-1

This is the text:

<div class="center-content">  <h2> <a href="https://lapiedradesisifo.com/2019/11/04/la-silenciosa-linea-del-idioma-no-hablado/" class="l:3207185" > La silenciosa línea del idioma no hablado </a>

My code:

Pattern p = Pattern.compile("<div class=\"center-content\"> *<h2> <a.{10,200} >(.{50,200})</a>");
Matcher m = p.matcher(text);

StringBuilder sb = new StringBuilder();
while(m.find()){
    sb.append(m.group(1) + "\n");
}

System.out.println(sb.toString());

This is what I expected to be printed on the screen:

"La silenciosa línea del idioma no hablado"

But nothing is being printed, I really don't know why because I've tried it with similar examples and it works.

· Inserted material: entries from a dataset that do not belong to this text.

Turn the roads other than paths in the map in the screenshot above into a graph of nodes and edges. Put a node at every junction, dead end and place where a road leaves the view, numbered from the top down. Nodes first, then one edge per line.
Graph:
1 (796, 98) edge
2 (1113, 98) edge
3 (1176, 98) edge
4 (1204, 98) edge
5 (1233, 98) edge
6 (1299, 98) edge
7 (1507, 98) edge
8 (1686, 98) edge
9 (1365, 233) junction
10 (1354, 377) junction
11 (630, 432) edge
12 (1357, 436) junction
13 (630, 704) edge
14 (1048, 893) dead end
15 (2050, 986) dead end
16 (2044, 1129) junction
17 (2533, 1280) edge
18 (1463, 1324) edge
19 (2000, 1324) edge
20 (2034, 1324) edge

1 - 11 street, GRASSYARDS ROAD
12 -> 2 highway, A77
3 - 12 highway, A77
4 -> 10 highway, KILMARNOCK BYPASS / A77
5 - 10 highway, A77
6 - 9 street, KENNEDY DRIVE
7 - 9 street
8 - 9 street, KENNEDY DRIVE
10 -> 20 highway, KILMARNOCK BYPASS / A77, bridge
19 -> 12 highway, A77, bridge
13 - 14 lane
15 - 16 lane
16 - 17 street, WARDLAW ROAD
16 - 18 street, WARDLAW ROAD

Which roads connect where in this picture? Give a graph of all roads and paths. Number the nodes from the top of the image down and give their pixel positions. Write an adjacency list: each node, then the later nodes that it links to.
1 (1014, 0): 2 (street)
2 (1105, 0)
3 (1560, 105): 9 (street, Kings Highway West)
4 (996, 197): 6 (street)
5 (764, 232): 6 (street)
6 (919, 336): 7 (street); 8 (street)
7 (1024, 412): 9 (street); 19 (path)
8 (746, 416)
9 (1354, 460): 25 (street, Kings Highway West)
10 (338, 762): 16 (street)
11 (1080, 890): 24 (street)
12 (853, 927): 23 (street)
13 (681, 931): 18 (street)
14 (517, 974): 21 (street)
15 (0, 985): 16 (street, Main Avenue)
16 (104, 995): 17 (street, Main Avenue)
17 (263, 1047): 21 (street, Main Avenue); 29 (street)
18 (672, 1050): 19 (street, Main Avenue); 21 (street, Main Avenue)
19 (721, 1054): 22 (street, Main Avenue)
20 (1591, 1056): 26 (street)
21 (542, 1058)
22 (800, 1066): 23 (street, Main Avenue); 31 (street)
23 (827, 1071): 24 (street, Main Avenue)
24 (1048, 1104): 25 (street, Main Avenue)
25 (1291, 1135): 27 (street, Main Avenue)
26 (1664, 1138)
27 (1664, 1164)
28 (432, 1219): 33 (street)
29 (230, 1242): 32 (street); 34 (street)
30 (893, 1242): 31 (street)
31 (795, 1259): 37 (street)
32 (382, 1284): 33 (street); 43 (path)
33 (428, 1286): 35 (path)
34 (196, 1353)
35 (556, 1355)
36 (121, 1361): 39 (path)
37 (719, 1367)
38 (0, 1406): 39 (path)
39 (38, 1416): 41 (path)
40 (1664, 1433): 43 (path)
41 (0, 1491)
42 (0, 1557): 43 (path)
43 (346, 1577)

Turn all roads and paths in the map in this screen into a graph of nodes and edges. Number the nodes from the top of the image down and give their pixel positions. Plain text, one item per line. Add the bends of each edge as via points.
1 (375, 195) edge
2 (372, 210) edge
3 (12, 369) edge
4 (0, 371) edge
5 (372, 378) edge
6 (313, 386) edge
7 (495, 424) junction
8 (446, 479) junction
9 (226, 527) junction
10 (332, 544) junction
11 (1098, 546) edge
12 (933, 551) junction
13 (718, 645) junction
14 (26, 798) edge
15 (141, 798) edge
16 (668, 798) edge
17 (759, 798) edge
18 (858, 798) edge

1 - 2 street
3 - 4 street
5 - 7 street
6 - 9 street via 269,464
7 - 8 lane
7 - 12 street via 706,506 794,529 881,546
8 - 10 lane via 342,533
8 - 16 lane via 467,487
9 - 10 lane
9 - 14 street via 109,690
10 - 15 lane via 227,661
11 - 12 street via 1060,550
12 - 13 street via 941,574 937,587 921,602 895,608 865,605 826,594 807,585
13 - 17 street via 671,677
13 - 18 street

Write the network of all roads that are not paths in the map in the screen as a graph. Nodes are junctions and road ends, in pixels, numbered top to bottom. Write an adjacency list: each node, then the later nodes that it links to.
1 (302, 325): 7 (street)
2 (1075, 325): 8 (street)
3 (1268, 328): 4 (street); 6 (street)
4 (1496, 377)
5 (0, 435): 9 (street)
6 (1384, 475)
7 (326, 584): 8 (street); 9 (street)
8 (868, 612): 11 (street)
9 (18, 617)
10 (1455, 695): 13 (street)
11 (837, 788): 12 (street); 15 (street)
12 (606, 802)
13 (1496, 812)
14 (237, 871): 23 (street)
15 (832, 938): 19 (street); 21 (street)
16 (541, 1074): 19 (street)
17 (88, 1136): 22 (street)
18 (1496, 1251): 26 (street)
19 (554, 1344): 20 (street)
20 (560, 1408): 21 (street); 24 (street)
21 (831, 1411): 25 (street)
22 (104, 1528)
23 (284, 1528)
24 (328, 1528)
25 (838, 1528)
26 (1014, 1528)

I gotta be honest, I got this regex with some help and I still don't really understand how it works, would really appreciate some help with this one.

  • 1
    Your regex captures 50 to 200 characters, but your expected result is less than 50 characters. – iakobski Nov 05 '19 at 22:20
  • [Don't parse HTML with Regex](https://meta.stackoverflow.com/questions/252385/why-do-parsing-html-with-regex-questions-come-up-so-often); [that's not something](https://stackoverflow.com/a/590789/740553) it can actually properly do. Avoid [baking in failure later](https://stackoverflow.com/a/1732454/740553) and instead use the right tool for the job, by using a proper HTML5-compliant parser like [JSoup](https://jsoup.org/). – Mike 'Pomax' Kamermans Nov 05 '19 at 22:31

2 Answers2

0

The "." does not match newlines by default. The html you want to parse seems to contain newlines.

You can use Pattern.compile("pattern",Pattern.DOTALL) to make "." match newlines too. Even with that, your regex will not match. You can use some online tester to find out what's wrong ("La silenciosa línea del idioma no hablado" is < 50 chars, new line in "center-content")

https://docs.oracle.com/javase/7/docs/api/java/util/regex/Pattern.html#DOTALL https://docs.oracle.com/javase/7/docs/api/java/util/regex/Pattern.html#compile(java.lang.String,%20int)

Daminox
  • 313
  • 1
  • 8
0

As Mike pointed out in the comment, use a proper HTML parser for processing HTML input. However, if you are interested in how your regex works, I'll try to briefly describe it.

Current pattern

Your current pattern works as follows

<div class=\"center-content\"> - matches literally <div class="center-content">

*<h2> - matches any character between zero and unlimited times, followed by <h2>

<a.{10,200} > - matches <a followed by any character between 10 and 200 times, followed by character >

(.{50,200}) - this one matches any character between 50 and 200 times and captures it into a group. This is, by the way, what you access in your code by calling m.group(1)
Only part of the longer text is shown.